Set out each line from the following listing that includes the word "than".

··· Records supplied

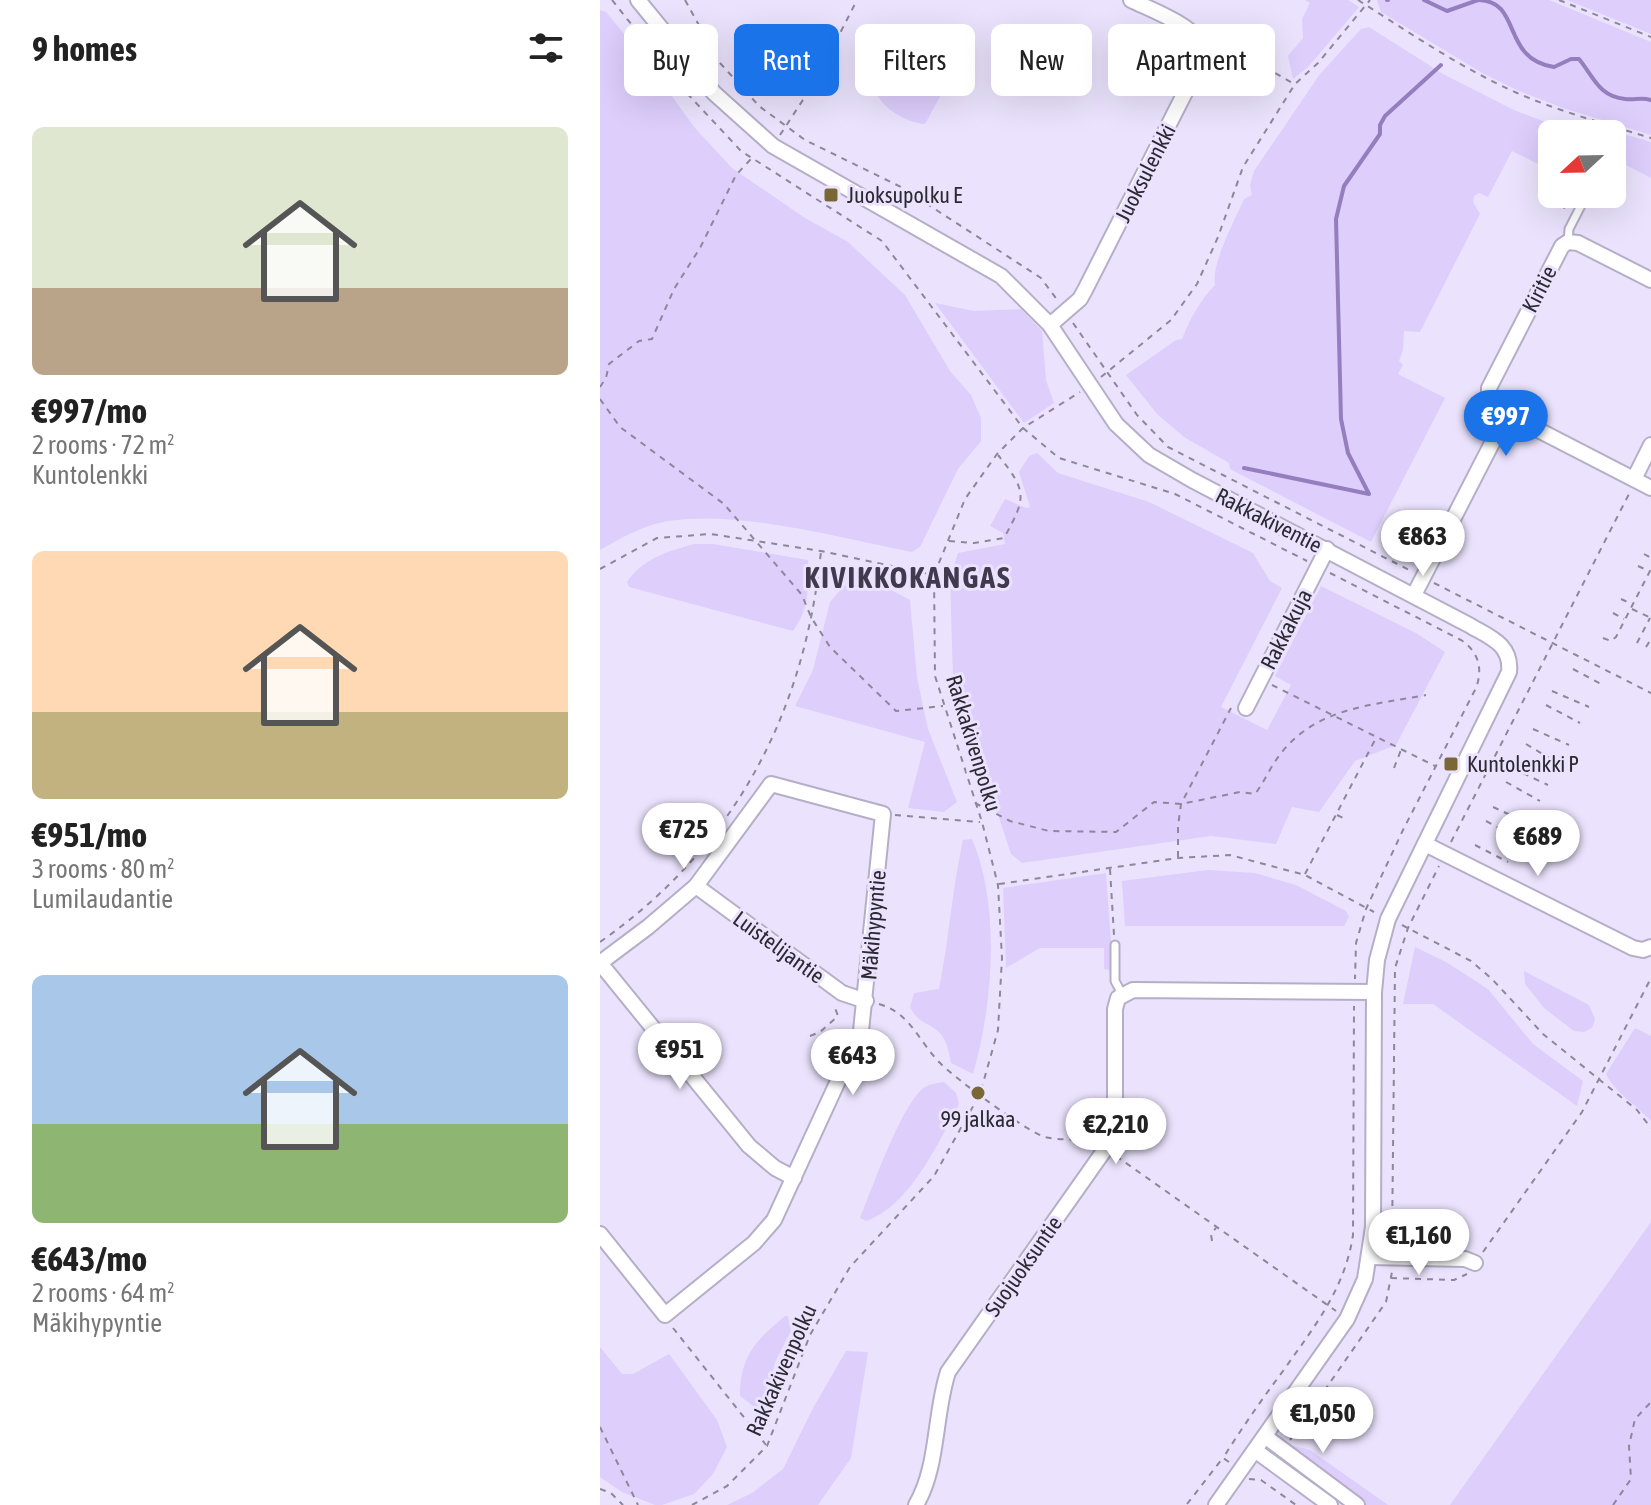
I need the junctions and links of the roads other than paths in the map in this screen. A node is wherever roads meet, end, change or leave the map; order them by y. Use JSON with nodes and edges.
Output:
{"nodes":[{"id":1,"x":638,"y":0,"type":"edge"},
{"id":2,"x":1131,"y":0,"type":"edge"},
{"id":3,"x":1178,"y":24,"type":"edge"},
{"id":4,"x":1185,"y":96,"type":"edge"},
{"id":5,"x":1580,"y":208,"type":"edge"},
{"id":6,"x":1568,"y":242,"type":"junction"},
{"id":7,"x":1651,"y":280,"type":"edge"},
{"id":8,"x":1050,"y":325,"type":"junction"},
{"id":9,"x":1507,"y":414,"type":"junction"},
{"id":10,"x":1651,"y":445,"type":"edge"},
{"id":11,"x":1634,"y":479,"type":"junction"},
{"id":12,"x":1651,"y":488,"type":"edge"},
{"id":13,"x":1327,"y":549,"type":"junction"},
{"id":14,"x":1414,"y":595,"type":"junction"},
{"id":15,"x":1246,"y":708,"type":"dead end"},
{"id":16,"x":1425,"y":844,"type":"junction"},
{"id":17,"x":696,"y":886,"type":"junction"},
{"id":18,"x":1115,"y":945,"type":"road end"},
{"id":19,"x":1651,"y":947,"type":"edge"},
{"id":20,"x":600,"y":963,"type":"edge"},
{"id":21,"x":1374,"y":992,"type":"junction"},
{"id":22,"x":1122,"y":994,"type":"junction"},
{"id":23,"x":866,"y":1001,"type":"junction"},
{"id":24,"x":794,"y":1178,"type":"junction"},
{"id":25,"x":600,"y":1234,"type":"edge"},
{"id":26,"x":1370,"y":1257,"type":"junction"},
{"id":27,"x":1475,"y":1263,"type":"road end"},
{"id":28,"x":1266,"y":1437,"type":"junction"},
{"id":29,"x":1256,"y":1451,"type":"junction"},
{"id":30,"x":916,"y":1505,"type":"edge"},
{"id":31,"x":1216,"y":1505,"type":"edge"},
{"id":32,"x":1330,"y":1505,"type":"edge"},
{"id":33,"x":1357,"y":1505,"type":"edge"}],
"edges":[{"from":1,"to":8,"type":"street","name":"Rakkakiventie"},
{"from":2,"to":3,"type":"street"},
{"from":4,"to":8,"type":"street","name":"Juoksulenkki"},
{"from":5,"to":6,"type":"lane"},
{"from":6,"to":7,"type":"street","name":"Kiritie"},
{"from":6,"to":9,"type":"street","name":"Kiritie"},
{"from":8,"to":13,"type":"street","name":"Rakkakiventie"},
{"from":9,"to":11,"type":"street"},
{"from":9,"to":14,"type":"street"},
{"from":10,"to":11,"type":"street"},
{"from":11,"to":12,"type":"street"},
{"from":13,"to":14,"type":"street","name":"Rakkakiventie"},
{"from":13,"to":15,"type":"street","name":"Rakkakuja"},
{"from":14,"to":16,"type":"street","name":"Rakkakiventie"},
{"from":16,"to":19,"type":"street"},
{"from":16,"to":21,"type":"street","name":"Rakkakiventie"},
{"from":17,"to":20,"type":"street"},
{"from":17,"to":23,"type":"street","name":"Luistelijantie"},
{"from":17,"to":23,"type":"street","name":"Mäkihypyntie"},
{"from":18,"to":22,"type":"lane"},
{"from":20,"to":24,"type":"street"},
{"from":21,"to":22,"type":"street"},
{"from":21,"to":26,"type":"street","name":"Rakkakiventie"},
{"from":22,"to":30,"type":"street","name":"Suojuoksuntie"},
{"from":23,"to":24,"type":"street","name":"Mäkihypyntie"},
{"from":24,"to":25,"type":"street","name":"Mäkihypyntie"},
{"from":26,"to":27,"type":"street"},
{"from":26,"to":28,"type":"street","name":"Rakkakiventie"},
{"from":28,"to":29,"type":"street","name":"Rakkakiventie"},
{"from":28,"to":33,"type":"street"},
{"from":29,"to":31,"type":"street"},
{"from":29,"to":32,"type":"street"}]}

······
··· Records supplied

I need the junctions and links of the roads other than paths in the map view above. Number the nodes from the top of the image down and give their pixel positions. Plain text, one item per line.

······

§ Exercise solution:
I need the junctions and links of the roads other than paths in the map in this screen. A node is wherever roads meet, end, change or leave the map; order them by y. Use JSON with nodes and edges.
I need the junctions and links of the roads other than paths in the map view above. Number the nodes from the top of the image down and give their pixel positions. Plain text, one item per line.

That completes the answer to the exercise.